**SOURCE RECORDS**
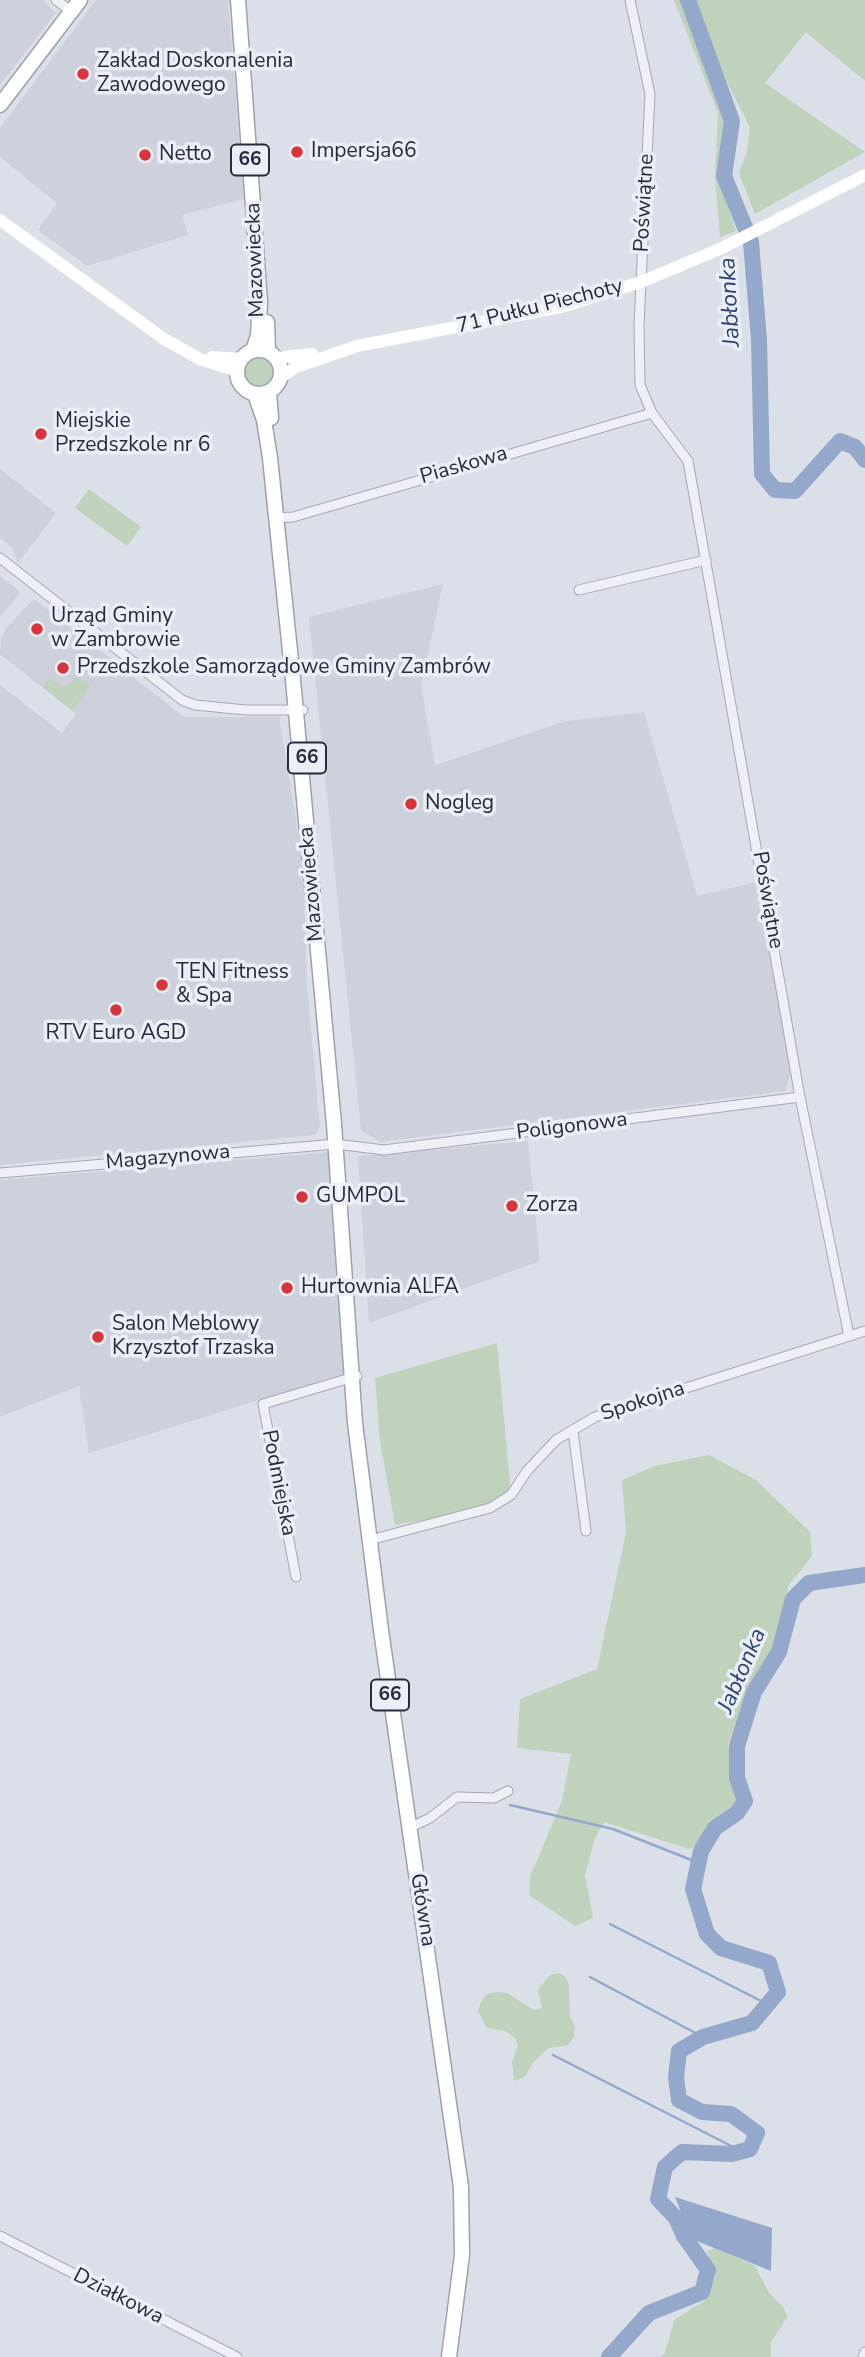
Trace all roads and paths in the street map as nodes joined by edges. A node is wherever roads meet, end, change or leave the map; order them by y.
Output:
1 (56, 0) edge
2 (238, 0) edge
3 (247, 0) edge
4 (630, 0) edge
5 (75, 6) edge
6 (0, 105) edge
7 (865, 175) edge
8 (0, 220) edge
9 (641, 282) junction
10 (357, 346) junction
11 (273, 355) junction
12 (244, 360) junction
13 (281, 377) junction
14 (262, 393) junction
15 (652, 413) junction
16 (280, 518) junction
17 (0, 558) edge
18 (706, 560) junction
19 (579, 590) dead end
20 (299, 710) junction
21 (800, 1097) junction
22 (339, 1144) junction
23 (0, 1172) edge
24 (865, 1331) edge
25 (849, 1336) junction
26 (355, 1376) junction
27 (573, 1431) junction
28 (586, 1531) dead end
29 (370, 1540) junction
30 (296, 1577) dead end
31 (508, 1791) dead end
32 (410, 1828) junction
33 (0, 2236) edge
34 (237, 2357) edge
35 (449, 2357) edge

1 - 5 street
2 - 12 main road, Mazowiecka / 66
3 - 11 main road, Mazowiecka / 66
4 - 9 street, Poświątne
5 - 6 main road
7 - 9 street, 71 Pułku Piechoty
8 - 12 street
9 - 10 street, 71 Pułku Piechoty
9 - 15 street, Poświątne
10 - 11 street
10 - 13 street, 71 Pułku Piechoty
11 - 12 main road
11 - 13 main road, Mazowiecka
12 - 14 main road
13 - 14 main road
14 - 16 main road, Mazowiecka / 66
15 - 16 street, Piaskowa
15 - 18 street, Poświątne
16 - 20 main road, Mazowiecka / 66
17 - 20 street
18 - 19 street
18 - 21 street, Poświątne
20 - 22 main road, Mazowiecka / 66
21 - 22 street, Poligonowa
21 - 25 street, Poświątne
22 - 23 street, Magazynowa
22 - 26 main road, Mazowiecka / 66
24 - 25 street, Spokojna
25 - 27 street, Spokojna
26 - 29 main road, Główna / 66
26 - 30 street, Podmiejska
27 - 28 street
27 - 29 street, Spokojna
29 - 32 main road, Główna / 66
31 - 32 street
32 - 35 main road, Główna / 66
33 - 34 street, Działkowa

**TASK BRIEF**
Your reply must consist solely of the count of lines in the listing above that hold the string "Piechoty".

**TASK RESPONSE**
3